Milagro ayudado por los dólares del narcotráfico y de la minería ilegal

Hace algunos meses pude leer el relato de un investigador de la Universidad de Uppsala, quien se encontraba en Cuba en labores académicas. El sueco preguntó a un profesor de la Universidad de la Habana ¿de qué viven los cubanos? y recibió la siguiente respuesta: de los inventos. 

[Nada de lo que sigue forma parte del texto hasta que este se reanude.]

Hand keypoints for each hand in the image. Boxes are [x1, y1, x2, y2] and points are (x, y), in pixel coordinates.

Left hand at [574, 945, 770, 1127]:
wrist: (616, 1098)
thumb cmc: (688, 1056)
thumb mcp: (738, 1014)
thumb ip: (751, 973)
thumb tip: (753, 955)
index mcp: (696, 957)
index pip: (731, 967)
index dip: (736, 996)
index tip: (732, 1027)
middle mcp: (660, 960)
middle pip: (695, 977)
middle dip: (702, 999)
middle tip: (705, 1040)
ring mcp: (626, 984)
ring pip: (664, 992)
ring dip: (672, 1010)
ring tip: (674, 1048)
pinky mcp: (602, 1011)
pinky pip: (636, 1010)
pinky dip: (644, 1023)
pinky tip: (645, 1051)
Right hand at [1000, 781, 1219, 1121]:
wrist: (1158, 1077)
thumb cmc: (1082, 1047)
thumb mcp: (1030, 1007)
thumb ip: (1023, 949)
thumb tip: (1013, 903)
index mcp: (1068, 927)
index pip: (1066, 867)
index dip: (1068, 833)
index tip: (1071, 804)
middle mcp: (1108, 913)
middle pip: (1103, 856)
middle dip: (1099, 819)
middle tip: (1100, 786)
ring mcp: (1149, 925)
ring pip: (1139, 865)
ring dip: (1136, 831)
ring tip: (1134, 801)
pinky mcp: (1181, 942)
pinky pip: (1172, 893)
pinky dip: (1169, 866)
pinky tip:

El escandinavo, atrapado por esa simpatía natural que sienten los europeos por la revolución, le repreguntó: ¿cuántas patentes se registran al año? Y esperó una respuesta vinculada a la biotecnología. El profesor de economía posmarxista le contestó: “Ninguna. Los cubanos viven de lo que inventan para sobrevivir”. Del resuelve, dirían los venezolanos.

No hay tal milagro. Lo que sí existe es el daño, llamado por algunos antropológico, que se le ha hecho y se les hace a los venezolanos, al alma colectiva de la nación, a su espíritu, a sus principios y a sus valores. Los que viven del rebusque logran tal vez sobrevivir, pero no agregan nada, no producen nada, no generan riqueza alguna. Lejos de conformar un milagro, lo que logran es degradación, corrupción y destrucción.